Thai coconut shrimp & kale soup

coconutthaisoupthaicoconutsoupI haven’t been convinced that I love kale at this point in my life until my husband grabbed the largest bag of baby kales from Costco last week and I was forced glad to use handfuls of the stuff in my recipes every day this week.  It so happens baby kales are much more tender and appealing to me because of their ease of use–no chopping required, and they taste really great with eggs, stir frys and soups.  This recipe had to be my favorite this week plus you can add a ton of kale to a soup because it softens up very nicely and soaks up the flavors a bit.  My husband said he liked this recipe equal to my turkey and greens recipe so that made me very happy.
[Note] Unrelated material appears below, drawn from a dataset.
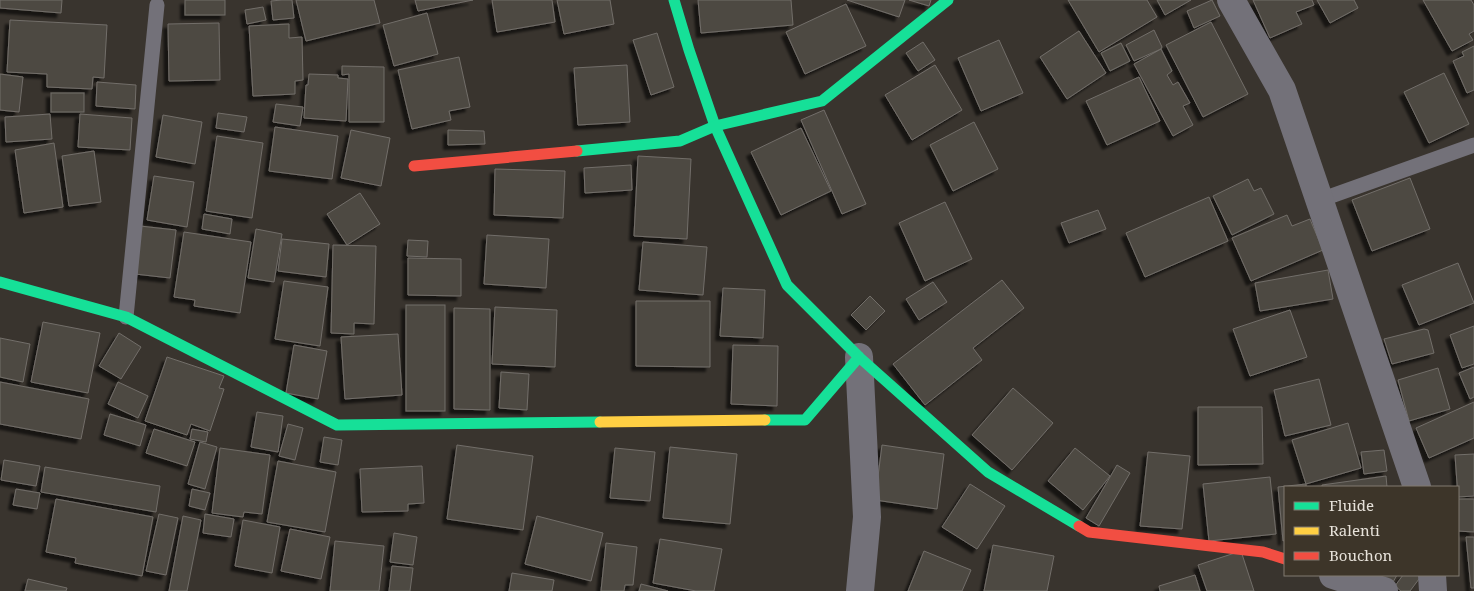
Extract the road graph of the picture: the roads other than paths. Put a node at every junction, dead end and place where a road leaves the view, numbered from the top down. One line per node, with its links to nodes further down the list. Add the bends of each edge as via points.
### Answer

I was inspired by an all Thai soup but made my own variations with it.

Ingredients: 2 Tbs freshly grated ginger, 2 Tbs lemongrass paste, 1 Tbs red curry paste

4 cups chicken broth, 3 Tbs fish sauce, 1 Tbs brown sugar

2 cans lite organic coconut milk, 1.5 cups shitakke mushrooms

1 pound frozen, precooked shrimp (I imagine this recipe would be even better with fresh shrimp)

fresh limes, cilantro and basil for garnishing

Prep plus cook Time: 40 minutes

1//Cook the first 3 ingredients in a large pot with heated coconut oil for a minute or so.
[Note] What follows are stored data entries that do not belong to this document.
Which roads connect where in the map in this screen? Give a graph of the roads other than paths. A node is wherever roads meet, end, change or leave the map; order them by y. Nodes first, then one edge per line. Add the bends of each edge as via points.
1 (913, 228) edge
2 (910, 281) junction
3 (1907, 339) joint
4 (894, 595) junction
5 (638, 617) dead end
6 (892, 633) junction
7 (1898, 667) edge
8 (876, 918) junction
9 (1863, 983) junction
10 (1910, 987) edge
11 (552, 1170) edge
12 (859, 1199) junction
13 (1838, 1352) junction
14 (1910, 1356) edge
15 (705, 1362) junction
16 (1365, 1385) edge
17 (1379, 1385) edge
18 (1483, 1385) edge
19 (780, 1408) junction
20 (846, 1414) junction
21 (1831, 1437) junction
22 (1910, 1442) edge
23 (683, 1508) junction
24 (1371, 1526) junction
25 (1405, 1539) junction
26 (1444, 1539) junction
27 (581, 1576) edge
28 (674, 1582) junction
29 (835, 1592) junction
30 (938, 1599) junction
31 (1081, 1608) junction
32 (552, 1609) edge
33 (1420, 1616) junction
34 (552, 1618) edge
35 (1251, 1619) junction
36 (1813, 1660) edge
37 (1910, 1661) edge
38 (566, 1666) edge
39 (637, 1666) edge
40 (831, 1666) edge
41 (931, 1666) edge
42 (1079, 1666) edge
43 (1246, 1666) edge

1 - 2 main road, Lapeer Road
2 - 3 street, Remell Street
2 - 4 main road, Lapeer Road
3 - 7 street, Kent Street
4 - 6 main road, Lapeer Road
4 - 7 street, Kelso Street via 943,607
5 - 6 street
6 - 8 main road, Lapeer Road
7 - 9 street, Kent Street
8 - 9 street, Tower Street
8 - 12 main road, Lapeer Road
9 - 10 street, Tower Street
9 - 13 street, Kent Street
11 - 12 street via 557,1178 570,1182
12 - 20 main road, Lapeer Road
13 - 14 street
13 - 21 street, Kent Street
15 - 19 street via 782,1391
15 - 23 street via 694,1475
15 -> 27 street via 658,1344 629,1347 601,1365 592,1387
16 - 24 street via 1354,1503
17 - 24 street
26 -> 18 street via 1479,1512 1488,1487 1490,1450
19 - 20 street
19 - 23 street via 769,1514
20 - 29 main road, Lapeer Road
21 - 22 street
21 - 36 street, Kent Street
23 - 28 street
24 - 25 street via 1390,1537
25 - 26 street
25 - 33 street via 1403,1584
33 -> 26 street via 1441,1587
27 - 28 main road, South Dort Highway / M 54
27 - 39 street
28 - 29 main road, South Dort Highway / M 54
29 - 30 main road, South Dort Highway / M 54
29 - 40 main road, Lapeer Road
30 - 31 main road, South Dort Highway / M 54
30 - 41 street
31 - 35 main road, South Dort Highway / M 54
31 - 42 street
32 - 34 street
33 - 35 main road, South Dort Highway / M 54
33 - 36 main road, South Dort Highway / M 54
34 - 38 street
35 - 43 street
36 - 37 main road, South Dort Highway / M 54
2//Pour in the broth, fish sauce and sugar and bring to a simmer for 10-12 minutes.

3//Stir in the coconut milk and mushrooms, cook for 5 minutes.

4//Add the shrimp and cook for 5 minutes.

5//Squeeze fresh limes (to your taste) and garnish with the cilantro and basil.  The limes add a really nice tang so don’t skimp! I used half a lime for each serving and a handful of the fresh herbs. I just love the taste of the cooked greens with the fresh herbs, amazing.

Basil Pesto Salmon

pesto salmonDoesn’t this salmon look delicious! It’s because it was:) And I didn’t even make it. Yeah, I bought it at Coscto and I’m REALLY impressed! We’ve been members for a few years because it saves us money on our dog and cat food but have been increasingly happy about the quality items we find there; everything from books, pajamas and outerwear, to produce, tortilla chips and peanut butter.  It really is worth shopping there. Anyways, I usually buy the frozen fish and make it myself but this looked so good I had to try it. Even the Mr. ate all his up and he’s only so-so happy about eating salmon.  I thought that the basil-pesto butter on top was a perfect complement to the fish so here’s a recipe:

1 salmon fillet// basil pesto sauce (try this recipe or this other recipe)// Bake salmon for 15 minutes at 400.

So good and good for you too.  Enjoy, Jess.

Mussels in wine

I am in love with this tasty little shellfish that I had for the first time at my bachellerette party in June.  This is my very first attempt at cooking them myself because I felt a bit intimidated at the prospect of cleaning them, fishing out the bad ones and simply not getting sick.  I happily found it to be the easiest recipe and just about the best thing I’ve eaten!  Not to mention how fun is it to eat your food out of little shells!  Here’s how I made it:

1.5 C white wine (I used an inexpensive chardonnay), 1 pound mussles, 4 chopped garlic cloves, 1/2 onion, 1 tomato, 1/c mushrooms,  olive oil, rosemary, thyme.  1.  Pull off mussel’s beards aka those stringy bits they attached themselves with to grow.  If you have trouble try pulling the other direction and pull hard!  2. Soak Mussels in water, add pinch of flour. This step helps remove any sand-crunchy! 3. Chop the garlic, tomato, onion and sauté in oil until it smells delicious about 5 min. (add garlic about halfway through so it doesn’t burn) Add rosemary and thyme  4. Add white wine to pot with onions and garlic mixture  5. Drain Mussels and add to pot once boiling  6.  Steam Mussels in covered pot 8-9 minutes until they are opened up  7. Spoon out your Mussels including the broth and serve with bread for soaking up the broth.  8. Throw out any Mussels that haven’t opened up  9.. No you haven’t died, it is heaven though (ugh, that was bad! haha!) 10. Drink leftover wine with Mussels.

Look here for Mussels Round 2 soon!

Mushroom Egg Pizza

Pizza is our go-to meal when I’m not in the mood to cook or think about food.  I always have a thin crust cheese pizza in the freezer so I can add some fresh veggies in a quick minute and done!  I got the idea from my Real Simple mag (egg and mushroom pizza) to fry eggs on the pizza and I thought this would be fun to do.  I sauteed 5 or so large shrooms in EVOO and garlic, threw in a some chopped zucchini and squash for color and popped the pie in the oven for 9 minutes then cracked the eggs and cooked for 6 or so more minutes.  It was Goooourmet yumminess! The hubby loved it too which always makes me really happy;)    (I know the in the picture it looks kinda funky cuz my egg ran off the crust but trust me, this is one pizza you want to try!